* **Activity**
Every line in the records below with the string "Vereador" is to be copied out.

[Dataset entries]
▼▼▼

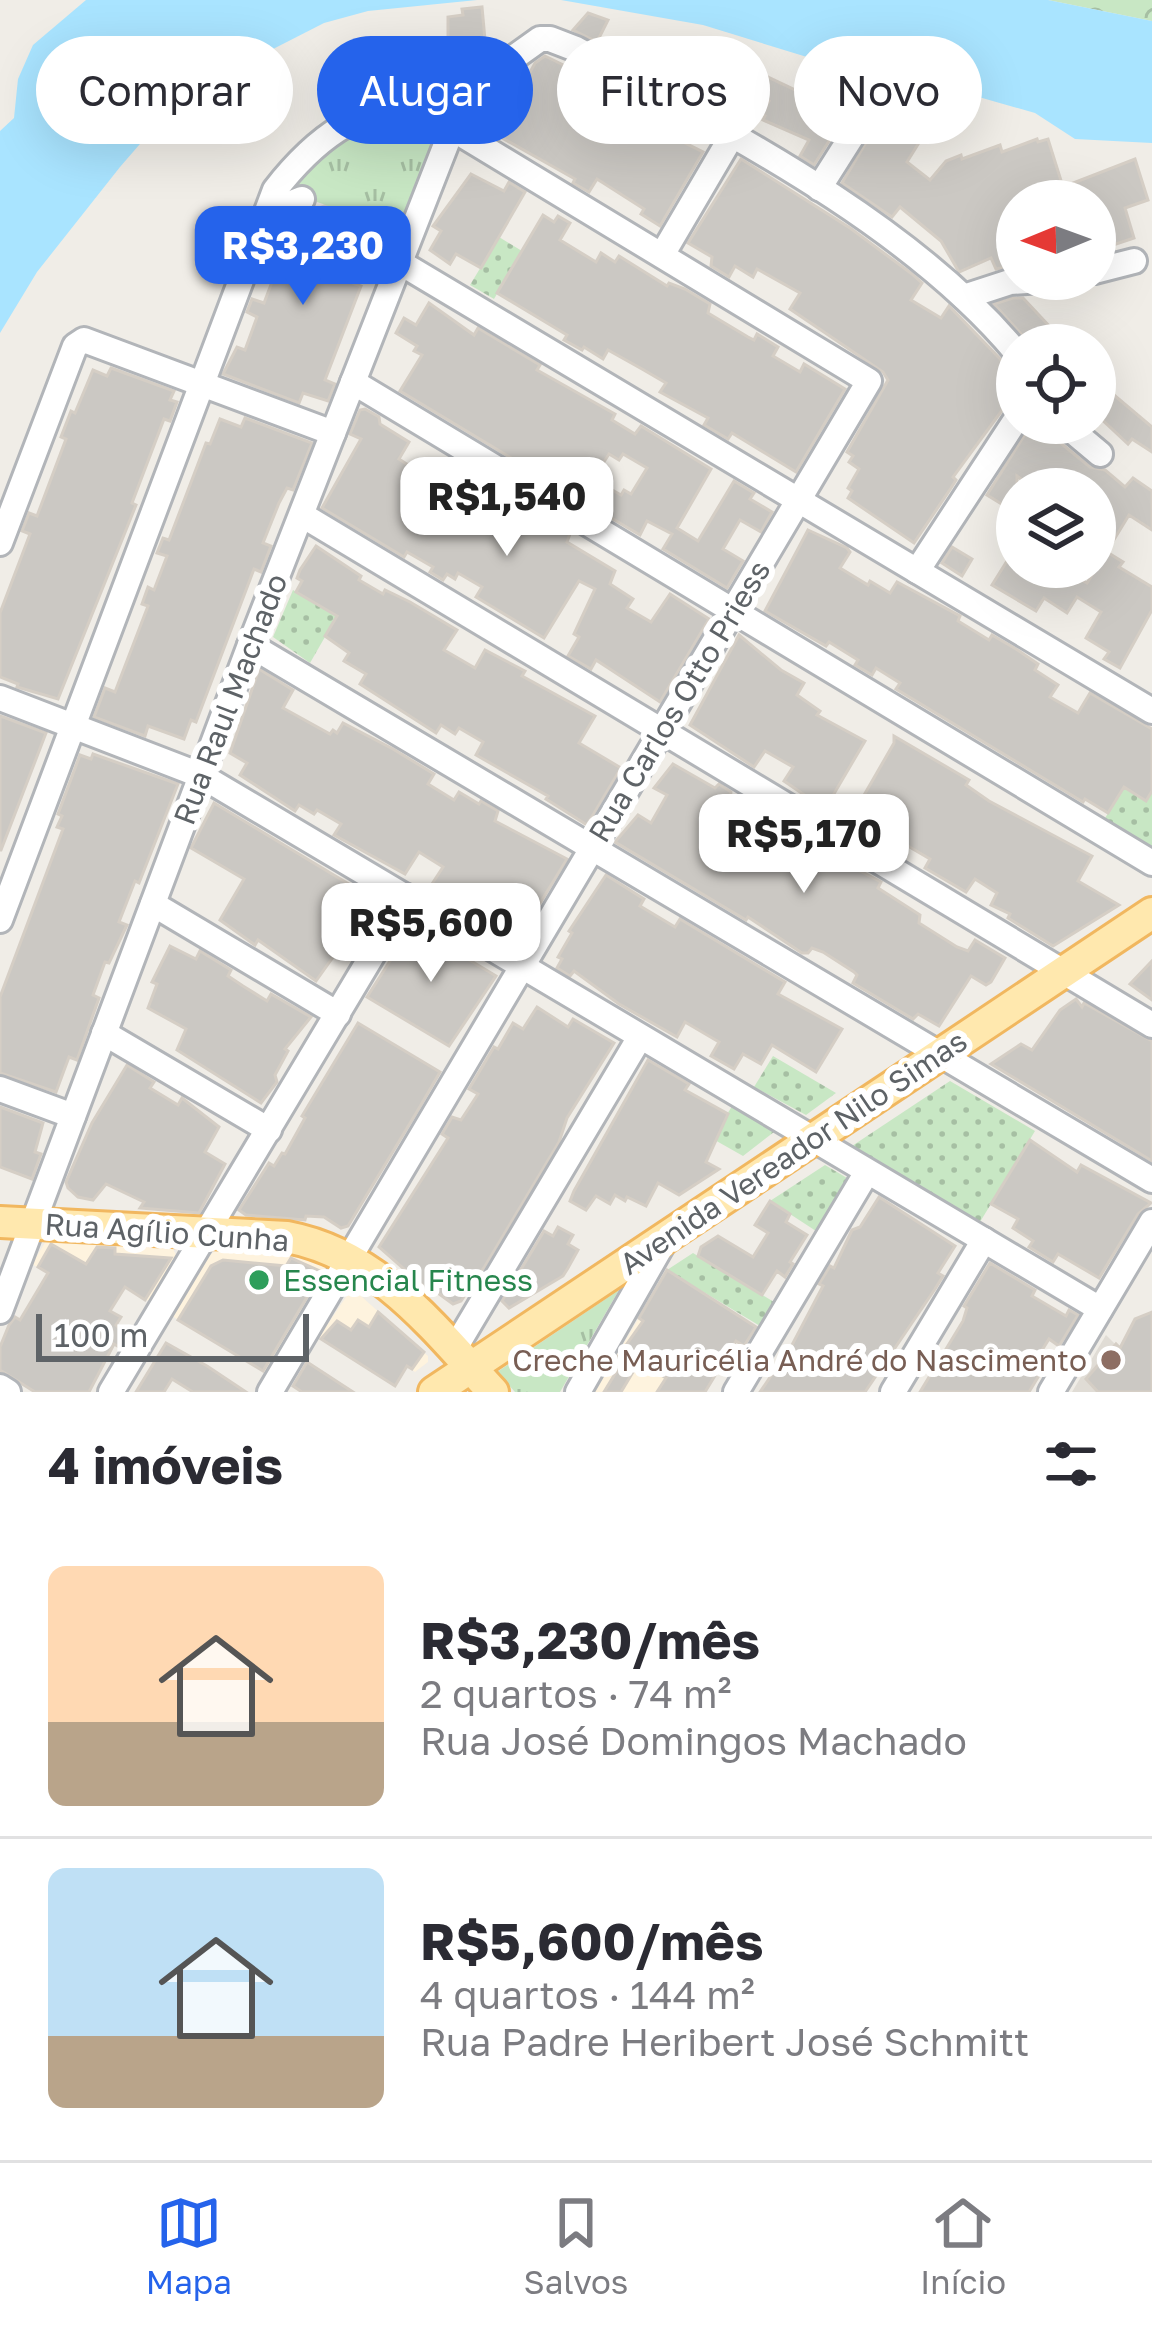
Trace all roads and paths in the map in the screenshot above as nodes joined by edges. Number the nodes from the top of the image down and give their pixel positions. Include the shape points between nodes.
1 (317, 143) edge
2 (444, 144) edge
3 (479, 144) edge
4 (727, 144) edge
5 (749, 144) edge
6 (847, 144) edge
7 (819, 188) junction
8 (302, 199) dead end
9 (267, 212) junction
10 (662, 255) junction
11 (1134, 261) dead end
12 (399, 262) junction
13 (1116, 266) edge
14 (996, 287) edge
15 (964, 297) junction
16 (996, 331) edge
17 (353, 382) junction
18 (202, 384) junction
19 (333, 433) junction
20 (1000, 444) edge
21 (1088, 444) edge
22 (1100, 454) dead end
23 (798, 500) junction
24 (302, 515) junction
25 (0, 543) edge
26 (917, 572) junction
27 (732, 611) junction
28 (250, 644) junction
29 (0, 698) edge
30 (1152, 711) edge
31 (73, 726) junction
32 (662, 731) junction
33 (200, 775) junction
34 (592, 848) junction
35 (1152, 863) edge
36 (407, 897) junction
37 (153, 904) junction
38 (1152, 913) edge
39 (0, 920) edge
40 (521, 967) junction
41 (1062, 971) junction
42 (338, 1014) junction
43 (1152, 1025) edge
44 (104, 1033) junction
45 (640, 1037) junction
46 (940, 1054) junction
47 (0, 1089) edge
48 (73, 1116) junction
49 (269, 1130) junction
50 (811, 1138) junction
51 (867, 1172) junction
52 (1152, 1180) edge
53 (0, 1222) edge
54 (1152, 1222) edge
55 (33, 1223) junction
56 (207, 1232) junction
57 (666, 1237) junction
58 (984, 1240) junction
59 (350, 1260) junction
60 (1100, 1310) junction
61 (0, 1311) edge
62 (463, 1357) junction
63 (0, 1388) edge
64 (8, 1392) edge
65 (111, 1392) edge
66 (270, 1392) edge
67 (434, 1392) edge
68 (493, 1392) edge
69 (578, 1392) edge
70 (736, 1392) edge
71 (893, 1392) edge
72 (1051, 1392) edge

1 - 9 street via 275,190
2 - 12 street, Rua Raul Machado
3 - 10 street
4 - 10 street
5 - 7 street
6 - 7 street
7 - 15 street
8 - 9 street
9 - 18 street
10 - 23 street, Rua Carlos Otto Priess via 869,381
11 - 13 street
12 - 17 street, Rua Raul Machado
12 - 23 street
14 - 15 street
15 - 16 street
17 - 19 street, Rua Raul Machado
17 - 27 street
18 - 19 street
18 - 25 street via 84,340 75,346
18 - 31 street
19 - 24 street, Rua Raul Machado
20 - 26 street
21 - 22 street
23 - 26 street
23 - 27 street, Rua Carlos Otto Priess
24 - 28 street, Rua Raul Machado
24 - 32 street
26 - 30 street
27 - 32 street, Rua Carlos Otto Priess
27 - 35 street
28 - 33 street, Rua Raul Machado
28 - 34 street
29 - 31 street
31 - 33 street
31 - 39 street
32 - 34 street, Rua Carlos Otto Priess
32 - 41 street
33 - 36 street
33 - 37 street, Rua Raul Machado
34 - 40 street, Rua Carlos Otto Priess
34 - 46 street
36 - 40 street
36 - 42 street
37 - 42 street
37 - 44 street, Rua Raul Machado
38 - 41 main road, Avenida Vereador Nilo Simas
40 - 45 street
40 - 59 street, Rua Carlos Otto Priess
41 - 43 street
41 - 46 main road, Avenida Vereador Nilo Simas
42 - 49 street
44 - 48 street, Rua Raul Machado
44 - 49 street
45 - 50 street
45 - 62 street
46 - 50 main road, Avenida Vereador Nilo Simas
46 - 52 street
47 - 48 street
48 - 55 street, Rua Raul Machado
49 - 56 street
50 - 51 street
50 - 57 main road, Avenida Vereador Nilo Simas
51 - 58 street
51 - 70 street
53 - 55 main road, Rua Agílio Cunha
54 - 60 street
55 - 56 main road, Rua Agílio Cunha
55 - 61 street, Rua Raul Machado
56 - 59 main road, Rua Agílio Cunha via 287,1237
56 - 65 street
57 - 62 main road, Avenida Vereador Nilo Simas
57 - 69 street
58 - 60 street
58 - 71 street
59 - 62 main road, Rua Agílio Cunha via 406,1300
59 - 66 street, Rua Carlos Otto Priess
60 - 72 street
62 - 67 main road, Avenida Vereador Nilo Simas
62 - 68 main road, Rua Agílio Cunha
63 - 64 street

▲▲▲

* **Answer for the task**
38 - 41 main road, Avenida Vereador Nilo Simas
41 - 46 main road, Avenida Vereador Nilo Simas
46 - 50 main road, Avenida Vereador Nilo Simas
50 - 57 main road, Avenida Vereador Nilo Simas
57 - 62 main road, Avenida Vereador Nilo Simas
62 - 67 main road, Avenida Vereador Nilo Simas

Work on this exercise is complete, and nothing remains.